- From: Jeff Mischkinsky <jeff.mischkinsky@oracle.com>
- Date: Wed, 09 Oct 2002 20:32:57 -0700
- To: Dave Hollander <dmh@contivo.com>, www-ws-arch@w3.org
+1
jeff
At 11:18 AM 10/9/2002, Dave Hollander wrote:
>To try to get temporary closure on the discovery,triangle,
>and cloud, let me try to state one position.
>
>Recommendation:
>1. Leave it in the spec dract as is or ammended with axioms
> from below.
>
>2. Add an example where "discovery" is a trivial role because
> there are two parties directly exchanging information that
> is hardwired into the service.
>
>3. Label the node "Discovery Agencies"
>
>--------------------------------------------------------------
>
>Discovery = exchange of the service description details necessary
>to make a conncection.
>
>Discovery Axioms:
>
>1) discovery need not rely upon formal documents.
>
>2) discovery occurs regardless of when the discovered
> information is bound into the connection (early or late).
>
>3) discovery is discovery regardless if the provider or
> requestor does the advertising.
>
>4) discovery is discovery even if the data discovered was
> already known.
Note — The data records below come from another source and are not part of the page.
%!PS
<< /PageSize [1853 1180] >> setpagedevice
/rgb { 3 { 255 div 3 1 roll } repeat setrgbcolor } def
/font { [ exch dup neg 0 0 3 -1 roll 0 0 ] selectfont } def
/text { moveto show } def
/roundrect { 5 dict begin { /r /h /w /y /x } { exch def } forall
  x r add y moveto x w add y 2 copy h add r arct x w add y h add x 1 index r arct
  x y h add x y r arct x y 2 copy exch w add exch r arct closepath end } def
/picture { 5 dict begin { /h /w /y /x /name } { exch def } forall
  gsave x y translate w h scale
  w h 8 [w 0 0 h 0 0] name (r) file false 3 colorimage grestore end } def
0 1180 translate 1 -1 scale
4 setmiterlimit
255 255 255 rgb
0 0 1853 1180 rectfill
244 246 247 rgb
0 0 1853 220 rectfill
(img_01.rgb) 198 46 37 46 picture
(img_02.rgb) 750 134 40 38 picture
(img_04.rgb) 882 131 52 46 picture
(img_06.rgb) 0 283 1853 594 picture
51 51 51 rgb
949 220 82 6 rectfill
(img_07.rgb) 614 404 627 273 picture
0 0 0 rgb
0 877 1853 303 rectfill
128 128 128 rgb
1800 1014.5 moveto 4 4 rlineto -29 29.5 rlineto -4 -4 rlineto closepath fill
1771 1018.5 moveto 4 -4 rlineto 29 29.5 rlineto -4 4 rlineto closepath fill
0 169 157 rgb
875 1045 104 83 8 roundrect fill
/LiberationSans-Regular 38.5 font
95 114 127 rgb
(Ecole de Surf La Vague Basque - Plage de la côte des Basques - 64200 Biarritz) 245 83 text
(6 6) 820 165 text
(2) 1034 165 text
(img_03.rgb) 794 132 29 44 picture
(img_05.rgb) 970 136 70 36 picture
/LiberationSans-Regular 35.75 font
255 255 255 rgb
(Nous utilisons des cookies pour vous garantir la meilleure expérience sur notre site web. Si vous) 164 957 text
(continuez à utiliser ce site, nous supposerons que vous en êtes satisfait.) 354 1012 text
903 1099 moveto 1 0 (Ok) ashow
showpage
All that needs to be true is the potential
> that the data *may* be different or new.
>
>5) discovery is discovery even if there are only two parties,
> requestor and provider.
>
>
>I believe that "discovery", as defined above, exists as a
>role in all of the scenarios that have been presented here.
>
>So that leads to the question: is "discovery", as defined above,
>relevent enough to be included in our base architecture?
>
>I believe discovery is relevent and should be in the
>base architecture for the following reasons:
>
>1. the distinction between hypertext and web services
> web has hypertext links to create a network, web
> services currently do not have a mechanism for defining
> a newtwork.
>
>2. good for the "ilities" (scalability, reliability, etc)
>
>3. it always happens, just sometimes it is done outside
> of the system.
>
>4. Most people expect to see it. If it is not there, our
> audience will either be disappointed or will try to find
> it. Either way confusion and mixed understanding will result.